▶ The problem:
Output every line below as it stands, dropping only the images.

════

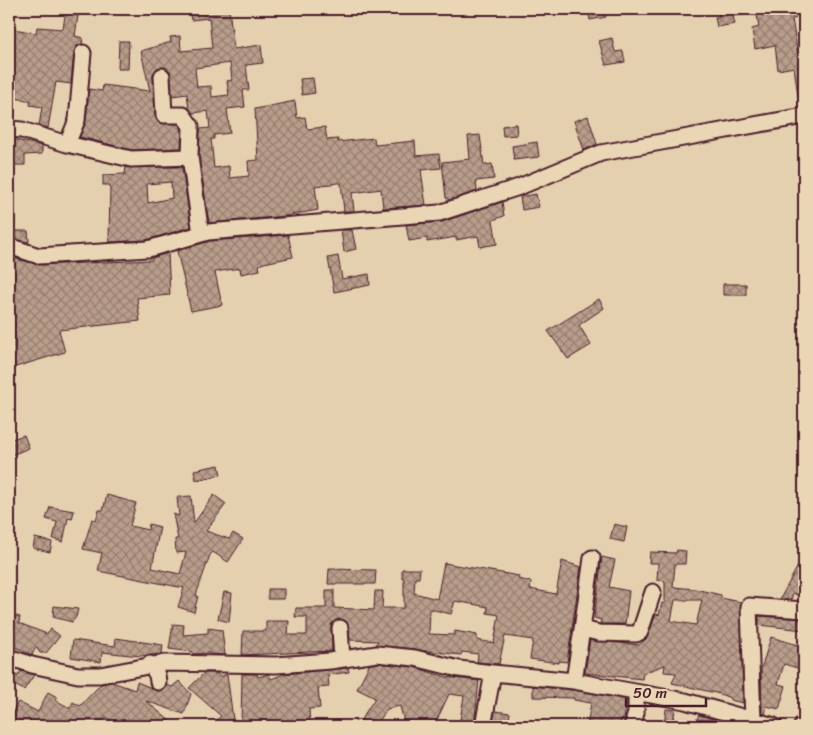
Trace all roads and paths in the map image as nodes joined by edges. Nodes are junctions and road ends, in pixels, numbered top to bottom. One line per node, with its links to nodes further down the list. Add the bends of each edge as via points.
1 (83, 53): 5 (street, via 77,120)
2 (162, 76): 6 (street, via 164,115 183,115 191,126)
3 (804, 116): 7 (street, via 600,153 519,187 440,213)
4 (9, 129): 5 (street)
5 (67, 144): 6 (street, via 131,159)
6 (190, 157): 7 (street)
7 (201, 234): 8 (street, via 148,249 39,256)
8 (9, 248)
9 (592, 558): 13 (street)
10 (653, 592): 13 (street, via 640,632 598,633)
11 (804, 610): 21 (street, via 749,606)
12 (340, 628): 15 (street)
13 (582, 629): 18 (street)
14 (9, 657): 16 (street, via 78,675 100,675)
15 (342, 659): 16 (street, via 276,665); 17 (street, via 377,654)
16 (150, 664): 19 (street)
17 (493, 673): 18 (street); 23 (street)
18 (574, 681): 20 (street)
19 (158, 682)
20 (636, 693): 21 (street, via 685,701); 24 (street)
21 (753, 720): 25 (street)
22 (804, 722): 26 (street)
23 (483, 726)
24 (632, 726)
25 (774, 726)
26 (802, 726)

════

▶ Task output:
Trace all roads and paths in the map image as nodes joined by edges. Nodes are junctions and road ends, in pixels, numbered top to bottom. One line per node, with its links to nodes further down the list. Add the bends of each edge as via points.
1 (83, 53): 5 (street, via 77,120)
2 (162, 76): 6 (street, via 164,115 183,115 191,126)
3 (804, 116): 7 (street, via 600,153 519,187 440,213)
4 (9, 129): 5 (street)
5 (67, 144): 6 (street, via 131,159)
6 (190, 157): 7 (street)
7 (201, 234): 8 (street, via 148,249 39,256)
8 (9, 248)
9 (592, 558): 13 (street)
10 (653, 592): 13 (street, via 640,632 598,633)
11 (804, 610): 21 (street, via 749,606)
12 (340, 628): 15 (street)
13 (582, 629): 18 (street)
14 (9, 657): 16 (street, via 78,675 100,675)
15 (342, 659): 16 (street, via 276,665); 17 (street, via 377,654)
16 (150, 664): 19 (street)
17 (493, 673): 18 (street); 23 (street)
18 (574, 681): 20 (street)
19 (158, 682)
20 (636, 693): 21 (street, via 685,701); 24 (street)
21 (753, 720): 25 (street)
22 (804, 722): 26 (street)
23 (483, 726)
24 (632, 726)
25 (774, 726)
26 (802, 726)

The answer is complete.